Top of Data records

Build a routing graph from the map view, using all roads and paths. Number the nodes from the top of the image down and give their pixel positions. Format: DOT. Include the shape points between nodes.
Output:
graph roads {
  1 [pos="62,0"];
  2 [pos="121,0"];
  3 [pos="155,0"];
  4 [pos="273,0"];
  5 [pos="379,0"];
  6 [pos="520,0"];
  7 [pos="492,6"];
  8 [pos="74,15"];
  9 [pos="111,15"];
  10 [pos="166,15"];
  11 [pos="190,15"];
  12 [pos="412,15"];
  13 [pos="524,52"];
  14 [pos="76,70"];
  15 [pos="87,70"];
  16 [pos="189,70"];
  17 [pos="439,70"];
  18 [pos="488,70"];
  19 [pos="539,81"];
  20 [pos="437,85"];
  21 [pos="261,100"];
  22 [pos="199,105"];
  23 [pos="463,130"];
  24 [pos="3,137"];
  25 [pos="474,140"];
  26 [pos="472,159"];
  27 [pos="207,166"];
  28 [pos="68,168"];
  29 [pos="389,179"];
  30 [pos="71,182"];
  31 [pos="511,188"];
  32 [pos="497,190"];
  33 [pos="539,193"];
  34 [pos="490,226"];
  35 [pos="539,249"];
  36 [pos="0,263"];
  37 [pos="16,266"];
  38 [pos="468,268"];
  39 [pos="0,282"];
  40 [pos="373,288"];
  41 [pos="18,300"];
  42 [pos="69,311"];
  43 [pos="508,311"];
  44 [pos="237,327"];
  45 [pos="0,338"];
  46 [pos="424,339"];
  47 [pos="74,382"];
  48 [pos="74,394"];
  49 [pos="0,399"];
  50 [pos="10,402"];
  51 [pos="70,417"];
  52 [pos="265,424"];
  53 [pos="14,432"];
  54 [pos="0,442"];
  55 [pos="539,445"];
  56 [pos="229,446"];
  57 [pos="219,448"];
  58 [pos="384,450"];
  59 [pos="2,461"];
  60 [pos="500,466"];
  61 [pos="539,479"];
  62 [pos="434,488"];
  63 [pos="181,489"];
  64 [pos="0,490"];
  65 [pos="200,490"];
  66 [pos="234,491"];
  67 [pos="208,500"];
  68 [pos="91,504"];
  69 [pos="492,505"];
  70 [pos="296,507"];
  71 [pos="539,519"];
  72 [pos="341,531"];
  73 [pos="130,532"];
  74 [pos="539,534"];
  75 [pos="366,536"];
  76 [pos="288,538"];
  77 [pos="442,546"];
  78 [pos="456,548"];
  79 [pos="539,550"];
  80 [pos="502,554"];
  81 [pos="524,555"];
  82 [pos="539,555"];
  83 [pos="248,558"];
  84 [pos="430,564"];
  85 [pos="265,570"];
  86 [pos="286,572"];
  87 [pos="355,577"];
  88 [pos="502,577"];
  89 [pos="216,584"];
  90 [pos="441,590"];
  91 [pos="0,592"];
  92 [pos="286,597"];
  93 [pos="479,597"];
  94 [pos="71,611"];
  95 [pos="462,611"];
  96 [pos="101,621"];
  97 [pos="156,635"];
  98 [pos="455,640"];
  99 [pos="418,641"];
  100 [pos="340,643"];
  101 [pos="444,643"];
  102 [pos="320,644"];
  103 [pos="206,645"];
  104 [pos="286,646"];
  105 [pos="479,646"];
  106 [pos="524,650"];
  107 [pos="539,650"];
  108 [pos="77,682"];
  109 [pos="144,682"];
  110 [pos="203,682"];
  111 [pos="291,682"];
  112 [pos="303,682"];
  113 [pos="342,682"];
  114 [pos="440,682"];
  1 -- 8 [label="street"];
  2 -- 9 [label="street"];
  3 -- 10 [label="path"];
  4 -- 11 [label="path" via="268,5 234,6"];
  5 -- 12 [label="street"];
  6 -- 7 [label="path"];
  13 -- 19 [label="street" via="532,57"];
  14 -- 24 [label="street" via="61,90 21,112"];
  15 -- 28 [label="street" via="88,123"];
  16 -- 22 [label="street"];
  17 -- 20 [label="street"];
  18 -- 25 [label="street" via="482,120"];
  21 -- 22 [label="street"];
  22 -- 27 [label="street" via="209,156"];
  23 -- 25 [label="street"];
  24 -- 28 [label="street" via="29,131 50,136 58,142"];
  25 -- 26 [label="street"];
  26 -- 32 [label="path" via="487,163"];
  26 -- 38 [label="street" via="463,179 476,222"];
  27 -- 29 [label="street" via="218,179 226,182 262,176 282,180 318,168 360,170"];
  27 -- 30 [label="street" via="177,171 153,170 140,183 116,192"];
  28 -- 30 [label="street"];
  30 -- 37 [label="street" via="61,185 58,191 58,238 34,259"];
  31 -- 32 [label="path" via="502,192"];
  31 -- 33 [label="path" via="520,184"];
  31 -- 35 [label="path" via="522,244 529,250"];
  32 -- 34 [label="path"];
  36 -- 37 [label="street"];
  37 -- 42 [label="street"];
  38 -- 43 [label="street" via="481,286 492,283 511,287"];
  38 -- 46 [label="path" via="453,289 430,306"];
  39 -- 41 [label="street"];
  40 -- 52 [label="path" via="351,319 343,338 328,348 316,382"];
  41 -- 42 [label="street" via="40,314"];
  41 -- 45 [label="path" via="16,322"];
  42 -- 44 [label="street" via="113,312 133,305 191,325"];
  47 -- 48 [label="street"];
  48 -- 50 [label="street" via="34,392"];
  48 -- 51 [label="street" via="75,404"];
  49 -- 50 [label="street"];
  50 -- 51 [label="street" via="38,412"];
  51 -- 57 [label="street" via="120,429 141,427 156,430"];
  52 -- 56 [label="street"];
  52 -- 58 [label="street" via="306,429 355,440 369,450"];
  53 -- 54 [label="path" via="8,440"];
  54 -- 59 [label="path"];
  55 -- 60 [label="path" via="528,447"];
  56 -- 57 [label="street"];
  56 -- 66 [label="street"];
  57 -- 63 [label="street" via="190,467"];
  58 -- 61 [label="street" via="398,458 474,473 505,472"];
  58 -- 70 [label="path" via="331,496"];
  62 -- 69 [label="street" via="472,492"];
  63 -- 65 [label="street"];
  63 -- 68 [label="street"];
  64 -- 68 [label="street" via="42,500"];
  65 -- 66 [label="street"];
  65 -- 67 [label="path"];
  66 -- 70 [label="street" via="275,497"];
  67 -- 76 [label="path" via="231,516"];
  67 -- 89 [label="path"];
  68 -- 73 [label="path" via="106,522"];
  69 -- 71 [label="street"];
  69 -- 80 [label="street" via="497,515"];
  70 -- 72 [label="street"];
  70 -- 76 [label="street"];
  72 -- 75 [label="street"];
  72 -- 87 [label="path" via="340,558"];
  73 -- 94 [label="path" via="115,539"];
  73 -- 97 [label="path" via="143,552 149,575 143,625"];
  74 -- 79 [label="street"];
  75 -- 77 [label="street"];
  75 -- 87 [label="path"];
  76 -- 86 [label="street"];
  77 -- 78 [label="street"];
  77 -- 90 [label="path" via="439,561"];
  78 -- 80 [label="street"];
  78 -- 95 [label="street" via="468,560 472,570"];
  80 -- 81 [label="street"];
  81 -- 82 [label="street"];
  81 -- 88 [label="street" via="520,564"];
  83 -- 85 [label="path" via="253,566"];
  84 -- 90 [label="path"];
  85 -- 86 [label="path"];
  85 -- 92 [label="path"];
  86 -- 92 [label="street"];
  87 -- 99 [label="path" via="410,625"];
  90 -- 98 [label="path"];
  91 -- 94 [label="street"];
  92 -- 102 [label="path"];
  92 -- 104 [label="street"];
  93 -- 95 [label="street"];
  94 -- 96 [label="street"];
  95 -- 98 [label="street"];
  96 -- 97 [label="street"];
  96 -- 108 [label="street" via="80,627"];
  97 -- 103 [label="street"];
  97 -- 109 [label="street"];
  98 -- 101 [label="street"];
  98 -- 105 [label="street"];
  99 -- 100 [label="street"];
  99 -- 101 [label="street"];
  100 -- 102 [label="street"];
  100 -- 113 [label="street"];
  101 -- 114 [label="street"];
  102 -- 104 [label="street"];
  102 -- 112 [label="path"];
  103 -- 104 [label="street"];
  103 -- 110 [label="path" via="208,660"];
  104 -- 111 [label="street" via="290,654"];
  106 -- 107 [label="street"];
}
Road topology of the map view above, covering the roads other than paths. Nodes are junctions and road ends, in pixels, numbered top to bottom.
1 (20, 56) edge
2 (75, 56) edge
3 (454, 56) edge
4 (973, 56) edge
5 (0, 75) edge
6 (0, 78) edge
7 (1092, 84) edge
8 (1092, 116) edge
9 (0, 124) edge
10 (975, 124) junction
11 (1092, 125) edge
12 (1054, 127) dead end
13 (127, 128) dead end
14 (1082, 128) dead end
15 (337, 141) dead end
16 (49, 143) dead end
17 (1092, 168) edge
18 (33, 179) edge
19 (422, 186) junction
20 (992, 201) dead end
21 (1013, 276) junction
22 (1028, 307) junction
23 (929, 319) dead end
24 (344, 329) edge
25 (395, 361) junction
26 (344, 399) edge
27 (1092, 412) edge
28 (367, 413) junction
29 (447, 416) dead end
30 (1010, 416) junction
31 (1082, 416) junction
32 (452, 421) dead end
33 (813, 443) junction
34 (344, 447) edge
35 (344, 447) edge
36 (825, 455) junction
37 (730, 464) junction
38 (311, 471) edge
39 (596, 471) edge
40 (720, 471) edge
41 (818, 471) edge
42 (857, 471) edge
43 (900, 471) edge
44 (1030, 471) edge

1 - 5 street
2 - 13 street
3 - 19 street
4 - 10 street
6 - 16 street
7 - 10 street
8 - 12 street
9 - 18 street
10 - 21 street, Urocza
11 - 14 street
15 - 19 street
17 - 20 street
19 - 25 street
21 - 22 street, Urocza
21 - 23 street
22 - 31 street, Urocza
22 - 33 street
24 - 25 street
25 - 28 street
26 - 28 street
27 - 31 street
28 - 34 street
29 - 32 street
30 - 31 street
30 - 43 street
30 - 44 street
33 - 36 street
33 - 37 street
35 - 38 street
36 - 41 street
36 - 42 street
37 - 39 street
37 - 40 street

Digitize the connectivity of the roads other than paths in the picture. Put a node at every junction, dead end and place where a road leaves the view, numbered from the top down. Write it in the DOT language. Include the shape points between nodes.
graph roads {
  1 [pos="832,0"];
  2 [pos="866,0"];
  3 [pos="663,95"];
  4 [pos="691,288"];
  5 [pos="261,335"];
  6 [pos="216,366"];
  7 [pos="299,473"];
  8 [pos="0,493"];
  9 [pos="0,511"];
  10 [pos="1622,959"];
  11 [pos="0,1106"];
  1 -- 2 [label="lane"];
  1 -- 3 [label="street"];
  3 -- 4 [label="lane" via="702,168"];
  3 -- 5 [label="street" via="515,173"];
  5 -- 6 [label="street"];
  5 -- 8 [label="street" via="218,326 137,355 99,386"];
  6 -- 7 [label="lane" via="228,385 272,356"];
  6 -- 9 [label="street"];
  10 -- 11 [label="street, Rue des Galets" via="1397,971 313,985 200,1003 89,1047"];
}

Bottom of Data records

**Action item**
The answer should hold the lines from the one containing "Digitize the connectivity" through the end of the entries above, set down exactly, with both ends included.

**Expected answer**
Digitize the connectivity of the roads other than paths in the picture. Put a node at every junction, dead end and place where a road leaves the view, numbered from the top down. Write it in the DOT language. Include the shape points between nodes.
graph roads {
  1 [pos="832,0"];
  2 [pos="866,0"];
  3 [pos="663,95"];
  4 [pos="691,288"];
  5 [pos="261,335"];
  6 [pos="216,366"];
  7 [pos="299,473"];
  8 [pos="0,493"];
  9 [pos="0,511"];
  10 [pos="1622,959"];
  11 [pos="0,1106"];
  1 -- 2 [label="lane"];
  1 -- 3 [label="street"];
  3 -- 4 [label="lane" via="702,168"];
  3 -- 5 [label="street" via="515,173"];
  5 -- 6 [label="street"];
  5 -- 8 [label="street" via="218,326 137,355 99,386"];
  6 -- 7 [label="lane" via="228,385 272,356"];
  6 -- 9 [label="street"];
  10 -- 11 [label="street, Rue des Galets" via="1397,971 313,985 200,1003 89,1047"];
}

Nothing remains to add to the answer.